Мы едем в такси. Шумим. На переднем сиденье сидит Андрей. Проспект Победы. По встречной проносится пара машин. Сначала мы закидываем Лёху, потом Колю, потом Андрея и едем в родительский дом. Подъезжаем к подъезду. Возле подъезда стоит другое такси. Я вижу, как таксист открывает багажник, отец кладёт в багажник сумки.

— Остановитесь здесь, — говорю я таксисту.

— Ты — помидор, — говорит Света. — У тебя помидор на голове!

Мать садится на заднее сиденье. Отец — на переднее. Высокий, худой, старый, сосредоточенный. Целеустремлённый.

Он хлопает дверью.

Внезапно я выскакиваю из такси и машу им руками. Хочу попрощаться. Хочу обнять отца и мать. Попросить у них прощения за то, что мало разговариваю с ними, за то, что редко приезжаю к ним, за всё за всё… но такси поворачивает налево и скрывается в арке.

Мы поднимаемся по лестнице на третий этаж. Я достаю ключи. Открываю квартиру, и в ноздри впиваются старые знакомые домашние запахи. Перец, чабрец, стиральный порошок.

— Идём, — говорю, — я покажу тебе собаку.

— Она большая? — спрашивает Света.

— Нет, он еще совсем щенок.

Мы проходим коридор. Заходим в мою бывшую комнату. Сейчас это кабинет отца. Дверь на балкон открыта.

— Это твоя собака?

— Нет, моего отца…

— Она не кусается?

С балкона через комнату к нам бежит щенок. Он виляет хвостиком и прыгает передними лапами на Свету. Света гладит его по голове.

— Какой красавец! — говорит она.

— Джек.

Мы еще немного сидим на кухне. Разговариваем. Шёпотом. Я нашёл в холодильнике белое вино и разлил по стаканам.

Мы идём с ней в спальню. Раздеваемся. Я выключаю свет. Комнату подсвечивает холодный неон «24 часа» — магазина напротив.

Звонит отец:

— Совсем забыл тебе сказать, покорми Джека завтра утром, я отварил пупки. В холодильнике.

Не дождавшись ответа, он кладёт трубку. Я перезваниваю, чтоб сказать ему… в общем, сказать всё, что хотел. Но отец уже «вне зоны».

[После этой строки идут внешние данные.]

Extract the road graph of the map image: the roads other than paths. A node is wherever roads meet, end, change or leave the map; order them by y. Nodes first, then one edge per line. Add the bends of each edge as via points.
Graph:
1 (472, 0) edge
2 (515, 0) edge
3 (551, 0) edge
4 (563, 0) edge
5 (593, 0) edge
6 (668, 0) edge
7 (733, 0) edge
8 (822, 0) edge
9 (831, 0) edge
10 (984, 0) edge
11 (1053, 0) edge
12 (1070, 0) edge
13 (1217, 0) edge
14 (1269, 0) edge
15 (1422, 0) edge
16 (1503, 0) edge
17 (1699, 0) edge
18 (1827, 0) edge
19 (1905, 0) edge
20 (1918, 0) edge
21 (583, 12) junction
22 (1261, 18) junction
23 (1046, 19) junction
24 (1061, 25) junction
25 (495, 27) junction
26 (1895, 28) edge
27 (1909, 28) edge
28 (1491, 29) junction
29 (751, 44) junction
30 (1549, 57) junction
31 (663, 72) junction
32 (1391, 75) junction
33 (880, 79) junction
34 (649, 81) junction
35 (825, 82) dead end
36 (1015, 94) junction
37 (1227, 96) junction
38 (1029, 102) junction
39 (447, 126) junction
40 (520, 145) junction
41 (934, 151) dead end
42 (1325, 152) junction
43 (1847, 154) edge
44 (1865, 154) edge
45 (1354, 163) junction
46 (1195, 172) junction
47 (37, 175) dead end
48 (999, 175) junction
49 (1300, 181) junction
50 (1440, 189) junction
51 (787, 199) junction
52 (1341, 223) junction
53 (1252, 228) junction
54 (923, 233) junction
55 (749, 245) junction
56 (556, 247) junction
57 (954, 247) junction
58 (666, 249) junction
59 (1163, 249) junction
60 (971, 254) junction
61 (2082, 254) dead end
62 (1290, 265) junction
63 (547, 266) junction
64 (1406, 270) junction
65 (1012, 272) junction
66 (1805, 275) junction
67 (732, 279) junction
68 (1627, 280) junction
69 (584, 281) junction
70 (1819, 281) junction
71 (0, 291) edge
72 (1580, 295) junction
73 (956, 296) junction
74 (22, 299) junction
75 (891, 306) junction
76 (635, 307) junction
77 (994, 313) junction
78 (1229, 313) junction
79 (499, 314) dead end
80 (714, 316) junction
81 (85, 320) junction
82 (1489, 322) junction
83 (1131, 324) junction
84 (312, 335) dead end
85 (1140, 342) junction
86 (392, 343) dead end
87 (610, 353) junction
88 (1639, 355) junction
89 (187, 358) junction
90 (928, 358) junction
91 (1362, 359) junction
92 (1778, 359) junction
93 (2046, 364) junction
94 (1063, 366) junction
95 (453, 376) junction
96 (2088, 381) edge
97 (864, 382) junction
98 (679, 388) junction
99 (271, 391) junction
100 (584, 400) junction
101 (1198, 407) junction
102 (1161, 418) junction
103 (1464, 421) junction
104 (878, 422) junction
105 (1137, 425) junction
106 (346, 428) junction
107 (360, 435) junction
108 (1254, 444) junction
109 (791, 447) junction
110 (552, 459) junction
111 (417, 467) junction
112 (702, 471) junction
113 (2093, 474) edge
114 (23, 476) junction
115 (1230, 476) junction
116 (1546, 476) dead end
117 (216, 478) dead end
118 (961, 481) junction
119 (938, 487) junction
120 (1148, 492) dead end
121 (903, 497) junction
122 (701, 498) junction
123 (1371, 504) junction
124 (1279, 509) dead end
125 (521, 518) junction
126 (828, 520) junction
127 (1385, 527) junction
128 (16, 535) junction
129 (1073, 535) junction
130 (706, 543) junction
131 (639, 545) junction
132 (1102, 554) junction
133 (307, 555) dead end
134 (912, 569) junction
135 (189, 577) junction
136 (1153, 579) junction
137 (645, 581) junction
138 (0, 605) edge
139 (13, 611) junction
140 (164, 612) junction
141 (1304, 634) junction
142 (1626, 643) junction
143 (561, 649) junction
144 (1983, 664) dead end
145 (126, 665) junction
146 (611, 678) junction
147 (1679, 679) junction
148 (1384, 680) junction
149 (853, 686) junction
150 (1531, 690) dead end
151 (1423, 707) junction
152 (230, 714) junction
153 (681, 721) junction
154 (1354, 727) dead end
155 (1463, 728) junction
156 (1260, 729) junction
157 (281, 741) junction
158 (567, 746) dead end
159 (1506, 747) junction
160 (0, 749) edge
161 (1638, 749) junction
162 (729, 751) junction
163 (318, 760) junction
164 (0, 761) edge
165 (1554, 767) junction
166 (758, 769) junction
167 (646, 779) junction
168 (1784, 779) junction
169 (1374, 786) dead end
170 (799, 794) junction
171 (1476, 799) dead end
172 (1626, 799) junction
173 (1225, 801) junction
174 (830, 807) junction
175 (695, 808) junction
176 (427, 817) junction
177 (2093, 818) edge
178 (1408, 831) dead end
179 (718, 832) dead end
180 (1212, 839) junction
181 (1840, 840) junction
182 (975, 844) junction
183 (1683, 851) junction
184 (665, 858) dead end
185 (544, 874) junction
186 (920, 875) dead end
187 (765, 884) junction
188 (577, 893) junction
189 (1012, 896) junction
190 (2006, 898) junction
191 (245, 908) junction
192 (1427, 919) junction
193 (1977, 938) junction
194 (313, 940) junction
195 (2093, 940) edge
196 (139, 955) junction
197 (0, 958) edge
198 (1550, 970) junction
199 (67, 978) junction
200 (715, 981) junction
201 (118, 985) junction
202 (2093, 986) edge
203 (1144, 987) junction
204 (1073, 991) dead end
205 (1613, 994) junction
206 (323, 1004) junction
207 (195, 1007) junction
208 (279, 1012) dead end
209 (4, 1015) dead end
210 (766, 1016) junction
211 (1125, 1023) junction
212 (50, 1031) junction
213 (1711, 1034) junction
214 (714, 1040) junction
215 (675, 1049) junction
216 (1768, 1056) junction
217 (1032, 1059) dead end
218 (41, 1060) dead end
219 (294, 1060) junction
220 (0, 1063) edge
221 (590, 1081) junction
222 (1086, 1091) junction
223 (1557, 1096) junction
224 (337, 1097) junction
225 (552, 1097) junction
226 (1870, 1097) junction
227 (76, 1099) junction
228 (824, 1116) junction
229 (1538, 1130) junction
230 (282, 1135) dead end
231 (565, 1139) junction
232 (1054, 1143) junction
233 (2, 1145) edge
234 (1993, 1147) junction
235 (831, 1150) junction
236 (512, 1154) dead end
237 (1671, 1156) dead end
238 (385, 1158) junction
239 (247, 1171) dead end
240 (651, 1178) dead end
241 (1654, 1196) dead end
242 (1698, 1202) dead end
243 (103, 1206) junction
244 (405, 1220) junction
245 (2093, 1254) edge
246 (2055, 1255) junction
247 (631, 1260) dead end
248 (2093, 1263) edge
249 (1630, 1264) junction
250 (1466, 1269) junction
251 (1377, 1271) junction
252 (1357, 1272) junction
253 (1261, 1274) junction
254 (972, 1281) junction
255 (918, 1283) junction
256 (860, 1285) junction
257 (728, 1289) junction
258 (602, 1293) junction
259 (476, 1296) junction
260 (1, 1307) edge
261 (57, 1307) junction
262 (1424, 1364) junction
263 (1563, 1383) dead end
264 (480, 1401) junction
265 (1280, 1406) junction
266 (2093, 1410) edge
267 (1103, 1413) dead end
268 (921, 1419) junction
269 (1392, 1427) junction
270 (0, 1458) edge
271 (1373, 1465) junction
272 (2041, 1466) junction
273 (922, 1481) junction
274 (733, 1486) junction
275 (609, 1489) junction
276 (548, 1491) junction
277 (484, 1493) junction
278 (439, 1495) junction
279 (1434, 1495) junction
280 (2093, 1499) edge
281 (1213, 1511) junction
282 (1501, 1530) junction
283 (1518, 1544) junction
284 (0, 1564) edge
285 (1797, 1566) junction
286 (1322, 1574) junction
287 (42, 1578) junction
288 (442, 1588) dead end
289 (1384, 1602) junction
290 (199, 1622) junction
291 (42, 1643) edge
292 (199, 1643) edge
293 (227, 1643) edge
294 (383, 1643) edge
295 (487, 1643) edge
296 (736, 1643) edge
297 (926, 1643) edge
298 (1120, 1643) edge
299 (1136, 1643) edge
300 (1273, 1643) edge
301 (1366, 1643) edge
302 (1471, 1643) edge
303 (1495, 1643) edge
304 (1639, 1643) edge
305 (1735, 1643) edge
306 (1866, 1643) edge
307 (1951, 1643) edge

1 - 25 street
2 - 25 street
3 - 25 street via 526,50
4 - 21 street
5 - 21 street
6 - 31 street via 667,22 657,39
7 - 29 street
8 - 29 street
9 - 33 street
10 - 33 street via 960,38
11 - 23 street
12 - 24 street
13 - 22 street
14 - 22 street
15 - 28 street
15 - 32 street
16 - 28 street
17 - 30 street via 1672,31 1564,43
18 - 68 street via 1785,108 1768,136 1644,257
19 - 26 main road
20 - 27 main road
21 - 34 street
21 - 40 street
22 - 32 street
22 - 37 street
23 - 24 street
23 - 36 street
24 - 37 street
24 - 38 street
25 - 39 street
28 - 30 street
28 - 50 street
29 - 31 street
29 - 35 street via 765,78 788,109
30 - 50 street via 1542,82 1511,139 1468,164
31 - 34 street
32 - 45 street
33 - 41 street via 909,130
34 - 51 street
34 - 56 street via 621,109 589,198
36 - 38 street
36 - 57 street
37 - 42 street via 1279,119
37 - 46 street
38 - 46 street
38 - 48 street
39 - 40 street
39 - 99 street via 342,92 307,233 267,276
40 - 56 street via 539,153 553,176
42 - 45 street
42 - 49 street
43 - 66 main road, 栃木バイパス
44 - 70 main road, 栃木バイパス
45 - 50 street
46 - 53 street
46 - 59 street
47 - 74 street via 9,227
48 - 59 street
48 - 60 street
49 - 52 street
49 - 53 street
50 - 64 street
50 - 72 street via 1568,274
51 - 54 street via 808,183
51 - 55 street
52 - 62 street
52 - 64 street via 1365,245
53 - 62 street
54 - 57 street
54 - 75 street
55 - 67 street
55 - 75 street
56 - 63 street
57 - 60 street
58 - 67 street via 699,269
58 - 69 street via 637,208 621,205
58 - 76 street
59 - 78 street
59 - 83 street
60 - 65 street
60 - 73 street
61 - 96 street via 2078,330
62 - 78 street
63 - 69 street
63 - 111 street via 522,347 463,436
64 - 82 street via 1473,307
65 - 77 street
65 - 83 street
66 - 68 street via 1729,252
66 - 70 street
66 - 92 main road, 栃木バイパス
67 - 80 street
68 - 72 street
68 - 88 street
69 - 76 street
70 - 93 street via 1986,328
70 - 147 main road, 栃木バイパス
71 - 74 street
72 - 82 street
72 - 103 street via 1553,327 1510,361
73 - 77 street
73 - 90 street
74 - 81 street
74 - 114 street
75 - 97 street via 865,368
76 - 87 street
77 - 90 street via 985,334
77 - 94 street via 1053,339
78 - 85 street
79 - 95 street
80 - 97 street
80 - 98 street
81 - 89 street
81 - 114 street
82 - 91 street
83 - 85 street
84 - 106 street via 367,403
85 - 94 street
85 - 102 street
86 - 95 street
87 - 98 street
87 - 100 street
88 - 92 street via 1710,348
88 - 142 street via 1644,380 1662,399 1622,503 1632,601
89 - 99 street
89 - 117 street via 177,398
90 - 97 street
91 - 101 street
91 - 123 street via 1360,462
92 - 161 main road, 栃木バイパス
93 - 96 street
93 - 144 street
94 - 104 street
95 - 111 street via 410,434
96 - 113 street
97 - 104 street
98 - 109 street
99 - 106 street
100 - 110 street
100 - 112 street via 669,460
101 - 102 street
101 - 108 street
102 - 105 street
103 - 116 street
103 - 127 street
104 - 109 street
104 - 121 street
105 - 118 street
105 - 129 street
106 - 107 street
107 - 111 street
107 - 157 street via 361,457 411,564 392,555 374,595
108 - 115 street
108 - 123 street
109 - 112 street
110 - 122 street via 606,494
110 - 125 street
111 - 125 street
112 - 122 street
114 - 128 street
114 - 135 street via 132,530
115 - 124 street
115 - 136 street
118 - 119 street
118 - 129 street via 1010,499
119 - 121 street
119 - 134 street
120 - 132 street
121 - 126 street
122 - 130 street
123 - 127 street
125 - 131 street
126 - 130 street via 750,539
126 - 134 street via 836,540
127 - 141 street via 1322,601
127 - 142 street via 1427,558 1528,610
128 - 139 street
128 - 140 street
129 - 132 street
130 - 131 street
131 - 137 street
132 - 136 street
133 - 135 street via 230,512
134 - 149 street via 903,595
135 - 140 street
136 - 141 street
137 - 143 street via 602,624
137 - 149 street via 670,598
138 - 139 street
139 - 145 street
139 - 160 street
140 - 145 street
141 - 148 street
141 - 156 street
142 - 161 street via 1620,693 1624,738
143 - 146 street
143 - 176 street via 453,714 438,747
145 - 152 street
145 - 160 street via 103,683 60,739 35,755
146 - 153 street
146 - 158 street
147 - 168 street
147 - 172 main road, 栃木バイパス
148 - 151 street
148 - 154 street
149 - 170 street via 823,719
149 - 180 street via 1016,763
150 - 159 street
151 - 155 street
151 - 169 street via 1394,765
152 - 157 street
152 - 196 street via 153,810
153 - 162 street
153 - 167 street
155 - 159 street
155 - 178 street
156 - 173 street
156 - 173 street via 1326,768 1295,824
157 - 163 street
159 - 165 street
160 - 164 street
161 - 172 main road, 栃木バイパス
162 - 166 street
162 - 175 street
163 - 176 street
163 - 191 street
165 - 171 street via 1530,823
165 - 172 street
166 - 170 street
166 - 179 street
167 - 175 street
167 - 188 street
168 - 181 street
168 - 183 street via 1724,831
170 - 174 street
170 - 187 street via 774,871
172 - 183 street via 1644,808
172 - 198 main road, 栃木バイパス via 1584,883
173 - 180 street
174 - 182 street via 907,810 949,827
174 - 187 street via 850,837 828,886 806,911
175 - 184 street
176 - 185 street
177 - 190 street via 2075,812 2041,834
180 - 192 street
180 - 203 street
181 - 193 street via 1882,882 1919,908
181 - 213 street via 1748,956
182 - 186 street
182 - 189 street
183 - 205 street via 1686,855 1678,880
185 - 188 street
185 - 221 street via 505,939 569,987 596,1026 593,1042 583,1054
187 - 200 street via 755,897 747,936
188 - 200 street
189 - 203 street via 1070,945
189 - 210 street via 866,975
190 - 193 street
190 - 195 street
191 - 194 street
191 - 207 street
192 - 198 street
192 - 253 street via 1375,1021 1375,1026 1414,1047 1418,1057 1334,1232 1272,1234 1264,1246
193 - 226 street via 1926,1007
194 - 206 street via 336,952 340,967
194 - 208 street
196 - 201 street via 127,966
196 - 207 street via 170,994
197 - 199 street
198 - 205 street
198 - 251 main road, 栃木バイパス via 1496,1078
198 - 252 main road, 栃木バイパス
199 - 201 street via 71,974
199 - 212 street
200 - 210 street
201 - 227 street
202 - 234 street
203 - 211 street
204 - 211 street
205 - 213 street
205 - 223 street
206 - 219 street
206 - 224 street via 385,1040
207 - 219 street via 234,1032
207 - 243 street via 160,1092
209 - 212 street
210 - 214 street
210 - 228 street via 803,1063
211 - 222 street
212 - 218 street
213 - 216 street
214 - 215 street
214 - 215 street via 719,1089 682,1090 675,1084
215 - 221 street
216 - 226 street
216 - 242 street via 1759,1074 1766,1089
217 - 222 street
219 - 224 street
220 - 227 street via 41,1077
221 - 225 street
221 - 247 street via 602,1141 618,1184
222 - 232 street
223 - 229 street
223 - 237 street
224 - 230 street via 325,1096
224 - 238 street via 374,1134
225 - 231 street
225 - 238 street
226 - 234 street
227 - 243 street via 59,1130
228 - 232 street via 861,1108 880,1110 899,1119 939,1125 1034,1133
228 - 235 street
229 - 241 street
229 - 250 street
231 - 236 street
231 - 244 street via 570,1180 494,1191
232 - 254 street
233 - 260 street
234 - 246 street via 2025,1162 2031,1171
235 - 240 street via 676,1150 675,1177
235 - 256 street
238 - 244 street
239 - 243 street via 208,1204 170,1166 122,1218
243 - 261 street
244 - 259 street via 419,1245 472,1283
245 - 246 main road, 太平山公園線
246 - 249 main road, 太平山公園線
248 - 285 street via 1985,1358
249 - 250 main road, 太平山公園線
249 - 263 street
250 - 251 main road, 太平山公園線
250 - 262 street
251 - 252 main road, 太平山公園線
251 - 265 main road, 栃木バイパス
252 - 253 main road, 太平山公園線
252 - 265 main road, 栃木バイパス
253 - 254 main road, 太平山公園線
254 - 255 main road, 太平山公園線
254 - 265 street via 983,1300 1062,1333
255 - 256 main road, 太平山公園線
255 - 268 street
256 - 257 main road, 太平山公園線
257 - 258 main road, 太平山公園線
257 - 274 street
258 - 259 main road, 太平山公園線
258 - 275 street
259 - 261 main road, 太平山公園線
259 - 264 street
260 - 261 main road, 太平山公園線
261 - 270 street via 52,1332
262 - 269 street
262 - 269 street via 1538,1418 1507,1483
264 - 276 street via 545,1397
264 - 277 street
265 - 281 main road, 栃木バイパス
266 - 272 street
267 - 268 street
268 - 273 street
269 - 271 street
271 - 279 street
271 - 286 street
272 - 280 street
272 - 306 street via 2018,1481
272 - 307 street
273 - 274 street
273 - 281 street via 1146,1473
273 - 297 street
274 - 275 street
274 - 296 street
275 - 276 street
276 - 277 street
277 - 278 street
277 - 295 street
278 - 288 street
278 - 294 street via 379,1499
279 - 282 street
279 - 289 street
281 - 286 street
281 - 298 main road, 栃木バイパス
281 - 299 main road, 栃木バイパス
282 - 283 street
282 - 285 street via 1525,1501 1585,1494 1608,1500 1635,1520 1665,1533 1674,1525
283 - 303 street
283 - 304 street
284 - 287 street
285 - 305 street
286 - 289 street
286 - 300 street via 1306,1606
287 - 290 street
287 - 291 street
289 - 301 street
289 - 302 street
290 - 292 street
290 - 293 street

Когда мы переехали жить в девятиэтажку с дядяней, мне было целых десять лет. Дядяня снял нам комнату у хозяйки на девятом этаже под самой крышей и, оставляя меня дома, шатался в поисках работы по городу. Через два дня он устроился работать грузчиком на вино-коньячный завод, но я не сильно этому обрадовался. Так как знал, что дядяня снова запьёт. «Теперь он точно не сможет удержаться», — думал я. Зато дядяня был доволен. Рот до ушей растянул и ходил хвастался перед хозяйкой:

— Всего два дня в городе, а уже работу нашёл!

— Мдаа… — говорила хозяйка. — Двести рублей за неделю, и я буду менять вам постельное бельё каждый месяц!

— Хорошо-хорошо, — отвечал дядяня. — У меня у самого имеются некоторые сбережения, и думаю, что через месяц мы и вовсе сможем купить квартиру в вашем городе. Ваш город мне понравился!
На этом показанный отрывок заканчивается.